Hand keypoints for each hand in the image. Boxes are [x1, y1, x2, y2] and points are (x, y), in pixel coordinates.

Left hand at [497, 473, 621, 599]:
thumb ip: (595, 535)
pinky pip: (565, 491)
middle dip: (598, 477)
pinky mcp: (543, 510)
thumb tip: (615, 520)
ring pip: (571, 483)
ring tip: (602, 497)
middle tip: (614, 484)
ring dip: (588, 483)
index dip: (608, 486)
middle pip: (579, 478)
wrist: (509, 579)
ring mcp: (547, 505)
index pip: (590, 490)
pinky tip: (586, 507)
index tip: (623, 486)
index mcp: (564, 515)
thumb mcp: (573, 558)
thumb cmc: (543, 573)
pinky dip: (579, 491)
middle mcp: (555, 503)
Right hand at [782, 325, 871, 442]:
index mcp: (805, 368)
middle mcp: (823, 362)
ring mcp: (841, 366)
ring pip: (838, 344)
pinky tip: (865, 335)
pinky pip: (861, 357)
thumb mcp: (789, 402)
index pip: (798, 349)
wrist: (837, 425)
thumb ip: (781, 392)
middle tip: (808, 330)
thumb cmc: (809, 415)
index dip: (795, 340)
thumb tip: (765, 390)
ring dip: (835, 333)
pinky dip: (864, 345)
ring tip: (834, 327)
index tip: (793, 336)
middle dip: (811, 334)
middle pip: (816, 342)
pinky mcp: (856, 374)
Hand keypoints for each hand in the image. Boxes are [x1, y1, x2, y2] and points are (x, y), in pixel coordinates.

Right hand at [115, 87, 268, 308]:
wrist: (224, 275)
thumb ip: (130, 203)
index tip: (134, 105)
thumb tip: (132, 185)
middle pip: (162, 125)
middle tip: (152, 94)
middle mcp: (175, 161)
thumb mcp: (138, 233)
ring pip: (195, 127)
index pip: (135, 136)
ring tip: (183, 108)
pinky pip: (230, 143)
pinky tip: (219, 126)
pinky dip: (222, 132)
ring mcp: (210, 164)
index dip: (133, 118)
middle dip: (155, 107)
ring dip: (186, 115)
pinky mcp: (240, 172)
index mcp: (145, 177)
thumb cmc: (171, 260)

━━━━━━━━━━━━━━━━

- What is required: Look for the line with "middle tip: (808, 330)" in the records above. Repeat it and each line after it exactly.

- Completed task:
middle tip: (808, 330)
thumb cmc: (809, 415)
index dip: (795, 340)
thumb tip: (765, 390)
ring dip: (835, 333)
pinky dip: (864, 345)
ring tip: (834, 327)
index tip: (793, 336)
middle dip: (811, 334)
middle pip: (816, 342)
pinky mcp: (856, 374)
Hand keypoints for each hand in the image. Boxes are [x1, y1, x2, y2] and points are (x, y), in pixel coordinates.

Right hand at [115, 87, 268, 308]:
wrist: (224, 275)
thumb ip: (130, 203)
index tip: (134, 105)
thumb tip: (132, 185)
middle pip: (162, 125)
middle tip: (152, 94)
middle mcp: (175, 161)
thumb mcp: (138, 233)
ring pip: (195, 127)
index pip: (135, 136)
ring tip: (183, 108)
pinky pip: (230, 143)
pinky tip: (219, 126)
pinky dip: (222, 132)
ring mcp: (210, 164)
index dip: (133, 118)
middle dip: (155, 107)
ring dip: (186, 115)
pinky mcp: (240, 172)
index mcp: (145, 177)
thumb cmc: (171, 260)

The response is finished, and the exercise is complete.